Li Bo, Zani Augusto, Martin Zechariah, Lee Carol, Zani-Ruttenstock Elke, Eaton Simon, Pierro Agostino
Division of General and Thoracic Surgery, Physiology and Experimental Medicine Program, The Hospital for Sick Children, Toronto, ON, Canada.
UCL Institute of Child Health, London, United Kingdom.
J Pediatr Surg. 2016 May;51(5):775-8. doi: 10.1016/j.jpedsurg.2016.02.019. Epub 2016 Feb 12.

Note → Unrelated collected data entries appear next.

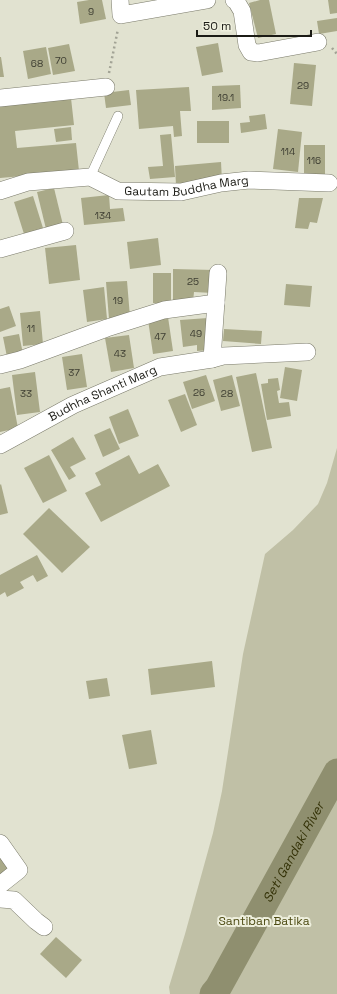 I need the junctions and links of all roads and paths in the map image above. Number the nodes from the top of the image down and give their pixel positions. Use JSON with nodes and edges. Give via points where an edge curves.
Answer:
{"nodes":[{"id":1,"x":207,"y":0,"type":"edge"},
{"id":2,"x":234,"y":0,"type":"edge"},
{"id":3,"x":121,"y":8,"type":"edge"},
{"id":4,"x":318,"y":42,"type":"dead end"},
{"id":5,"x":106,"y":87,"type":"joint"},
{"id":6,"x":0,"y":98,"type":"edge"},
{"id":7,"x":118,"y":116,"type":"dead end"},
{"id":8,"x":90,"y":177,"type":"junction"},
{"id":9,"x":329,"y":183,"type":"dead end"},
{"id":10,"x":0,"y":191,"type":"edge"},
{"id":11,"x":65,"y":231,"type":"dead end"},
{"id":12,"x":0,"y":249,"type":"edge"},
{"id":13,"x":218,"y":273,"type":"dead end"},
{"id":14,"x":216,"y":303,"type":"junction"},
{"id":15,"x":307,"y":352,"type":"dead end"},
{"id":16,"x":212,"y":359,"type":"junction"},
{"id":17,"x":0,"y":365,"type":"edge"},
{"id":18,"x":0,"y":445,"type":"edge"},
{"id":19,"x":0,"y":843,"type":"edge"},
{"id":20,"x":0,"y":885,"type":"edge"},
{"id":21,"x":0,"y":900,"type":"edge"},
{"id":22,"x":44,"y":927,"type":"dead end"}],
"edges":[{"from":1,"to":3,"type":"street"},
{"from":2,"to":4,"type":"street","via":[[242,10],[247,46],[251,52],[258,53]]},
{"from":3,"to":5,"type":"path"},
{"from":5,"to":6,"type":"street"},
{"from":7,"to":8,"type":"lane"},
{"from":8,"to":9,"type":"street","name":"Gautam Buddha Marg","via":[[118,191],[181,192],[249,180]]},
{"from":8,"to":10,"type":"street","via":[[28,182]]},
{"from":11,"to":12,"type":"street"},
{"from":13,"to":14,"type":"street"},
{"from":14,"to":16,"type":"street"},
{"from":14,"to":17,"type":"street","via":[[164,310]]},
{"from":15,"to":16,"type":"street","name":"Budhha Shanti Marg","via":[[223,356]]},
{"from":16,"to":18,"type":"street","name":"Budhha Shanti Marg","via":[[160,367],[73,405]]},
{"from":19,"to":20,"type":"street","via":[[19,870]]},
{"from":21,"to":22,"type":"street","via":[[14,900]]}]} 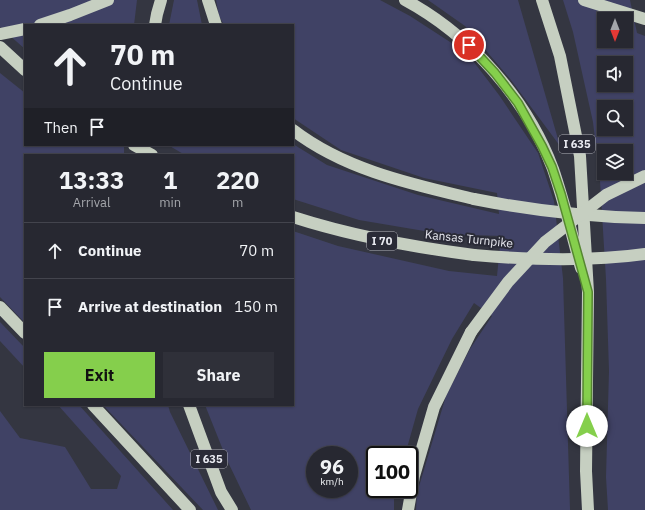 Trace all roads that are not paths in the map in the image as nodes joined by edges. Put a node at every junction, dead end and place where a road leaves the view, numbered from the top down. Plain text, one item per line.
1 (108, 0) edge
2 (161, 0) edge
3 (208, 0) edge
4 (405, 0) edge
5 (542, 0) edge
6 (584, 0) edge
7 (645, 19) edge
8 (43, 24) edge
9 (155, 24) edge
10 (216, 24) edge
11 (24, 29) edge
12 (0, 34) edge
13 (0, 47) edge
14 (24, 69) edge
15 (294, 131) edge
16 (136, 146) edge
17 (150, 154) edge
18 (645, 176) edge
19 (294, 217) edge
20 (645, 218) edge
21 (645, 254) edge
22 (588, 292) junction
23 (0, 307) edge
24 (24, 332) edge
25 (94, 406) edge
26 (189, 406) edge
27 (190, 510) edge
28 (232, 510) edge
29 (408, 510) edge
30 (588, 510) edge

1 - 8 highway
2 - 9 highway
3 - 10 highway
4 - 22 highway
5 - 22 highway, I 635
6 - 7 highway
11 - 12 highway
13 - 14 highway
15 - 20 highway, bridge
16 - 17 highway, bridge
18 - 29 highway, bridge
19 - 21 highway, Kansas Turnpike / I 70, bridge
22 - 30 highway, I 635
23 - 24 highway
25 - 27 highway
26 - 28 highway, I 635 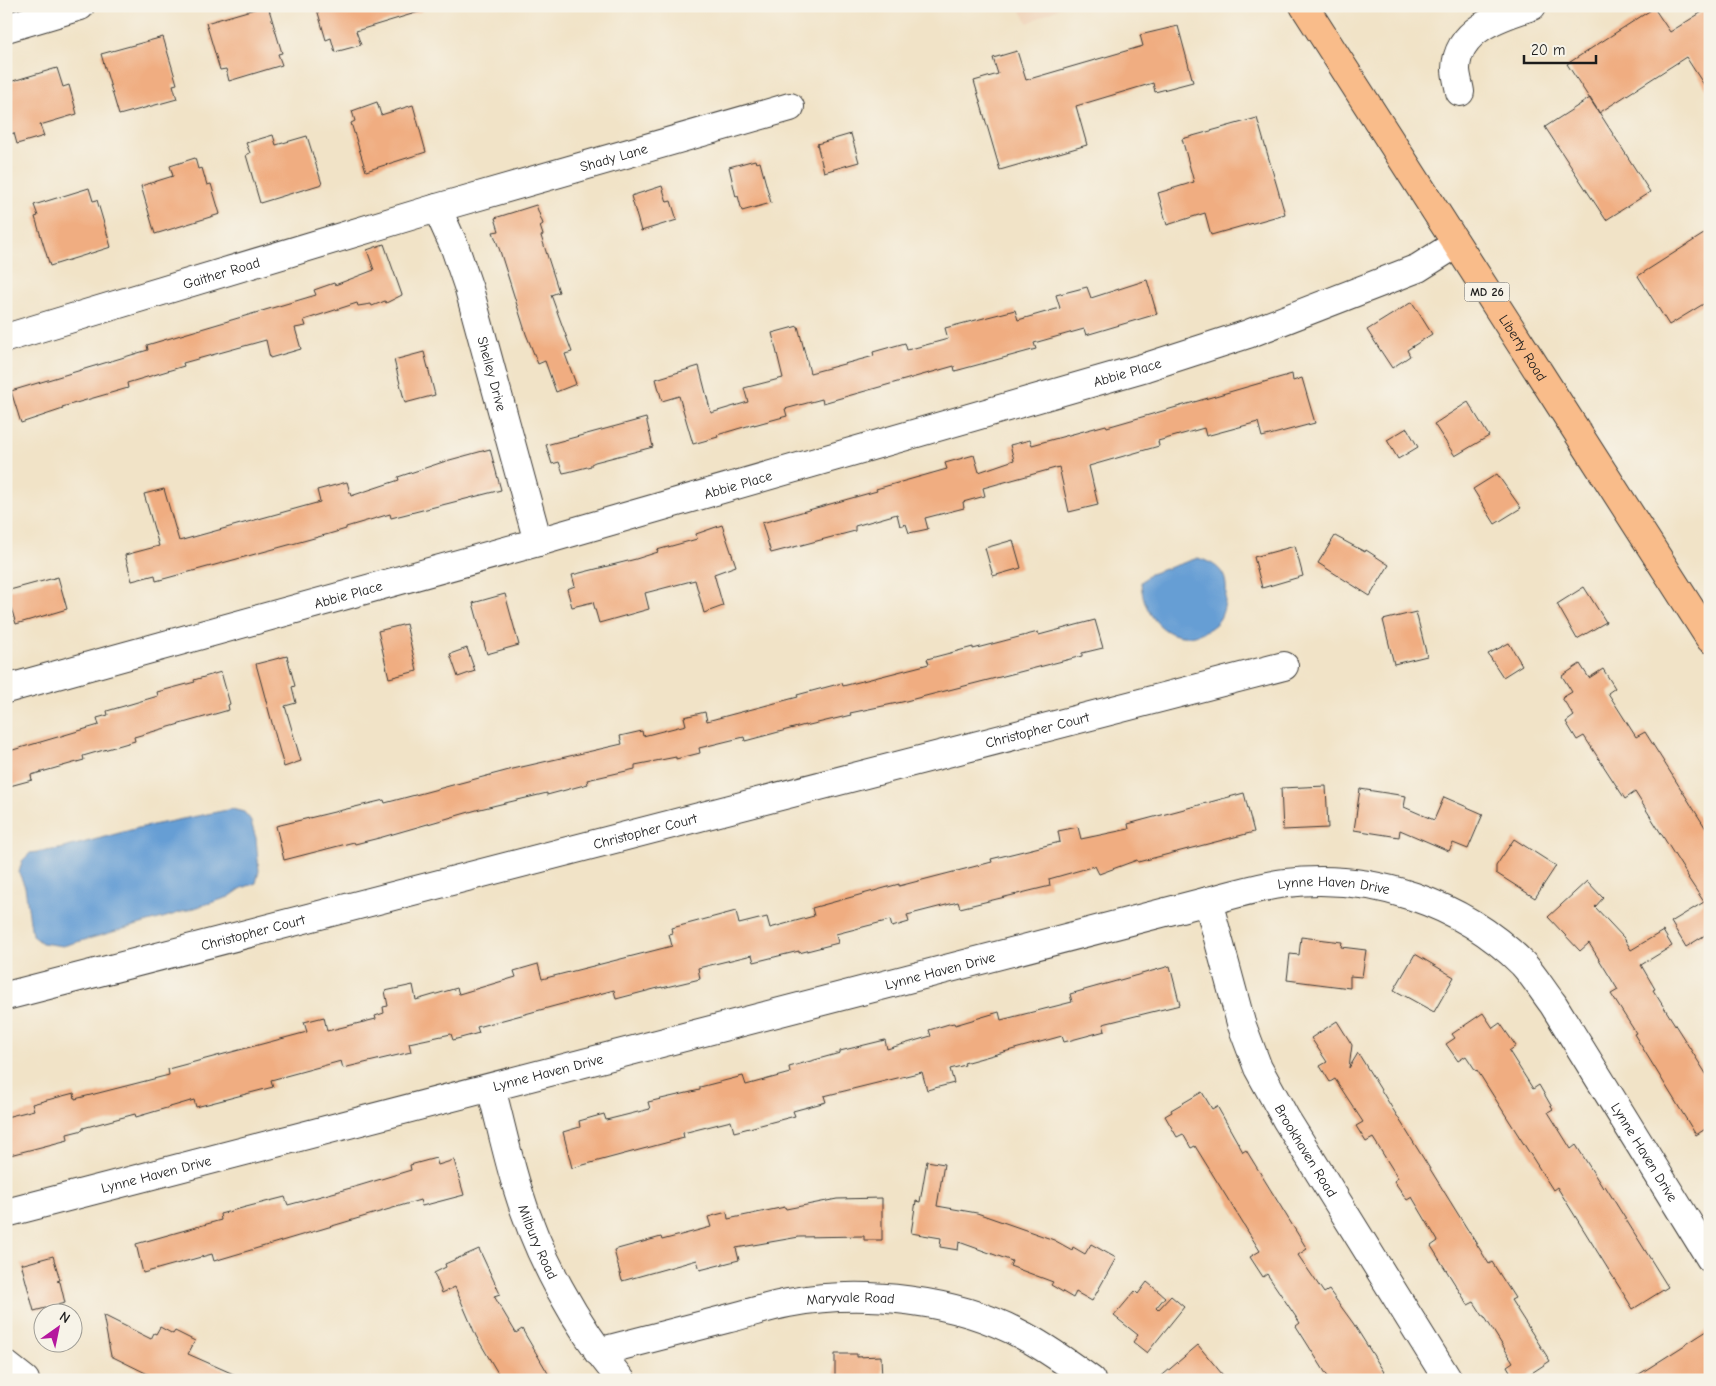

BACKGROUND/PURPOSE: Oxidative stress is implicated in the pathogenesis of necrotizing enterocolitis (NEC). Hydrogen sulfide (H2S) has been reported to have a protective function against oxidative stress in the gut. We hypothesize that administration of H2S can help decrease intestinal epithelial cell injury in vitro.
Intestinal epithelial cells (IEC-18) were treated with 200μM hydrogen peroxide (H2O2) for 21h. At 21h sodium hydrosulfide (NaHS), an H2S donor, was administered as a rescue treatment at two different concentrations: 0.1mM and 0.2mM. At 24h, cell viability was measured using a colorimetric assay (MTT). Oxidative stress was studied by glutathione peroxidase (GPx) activity and thiobarbituric acid reactive substances (TBARS). IL-6 and TNFα levels were tested to study inflammation. Data were presented as mean±SD and compared using one-way ANOVA with Bonferroni post-test.
Compared to control, H2O2-treated IEC-18 had reduced viability (p<0.01), lower GPx activity (p<0.01), higher TBARS levels (p<0.01), and increased IL6 and TNFα (p<0.001). Compared to H2O2-treated IEC-18, treatment with 0.2mM NaHS rescued viability (p<0.01), increased GPx activity (p<0.05), and reduced TBARS (p<0.01), IL6 and TNFα (p<0.001).
H2S successfully rescues epithelial cell damage induced by oxidative stress in vitro. This indicates that H2S could be a potential pharmacological intervention in conditions like NEC.
背景/目的:氧化应激与坏死性小肠结肠炎(NEC)的发病机制有关。据报道,硫化氢(H2S)对肠道氧化应激具有保护作用。我们假设给予H2S有助于在体外减少肠上皮细胞损伤。
用200μM过氧化氢(H2O2)处理肠上皮细胞(IEC-18)21小时。在21小时时,以两种不同浓度(0.1mM和0.2mM)给予硫化氢供体硫氢化钠(NaHS)作为挽救治疗。在24小时时,使用比色法(MTT)测量细胞活力。通过谷胱甘肽过氧化物酶(GPx)活性和硫代巴比妥酸反应性物质(TBARS)研究氧化应激。检测IL-6和TNFα水平以研究炎症。数据以平均值±标准差表示,并使用单因素方差分析和Bonferroni事后检验进行比较。
与对照组相比,H2O2处理的IEC-18活力降低(p<0.01),GPx活性降低(p<0.01),TBARS水平升高(p<0.01),IL-6和TNFα升高(p<0.001)。与H2O2处理的IEC-18相比,用0.2mM NaHS处理可挽救活力(p<0.01),增加GPx活性(p<0.05),并降低TBARS(p<0.01)、IL-6和TNFα(p<0.001)。
H2S成功挽救了体外氧化应激诱导的上皮细胞损伤。这表明H2S可能是NEC等病症的一种潜在药物干预措施。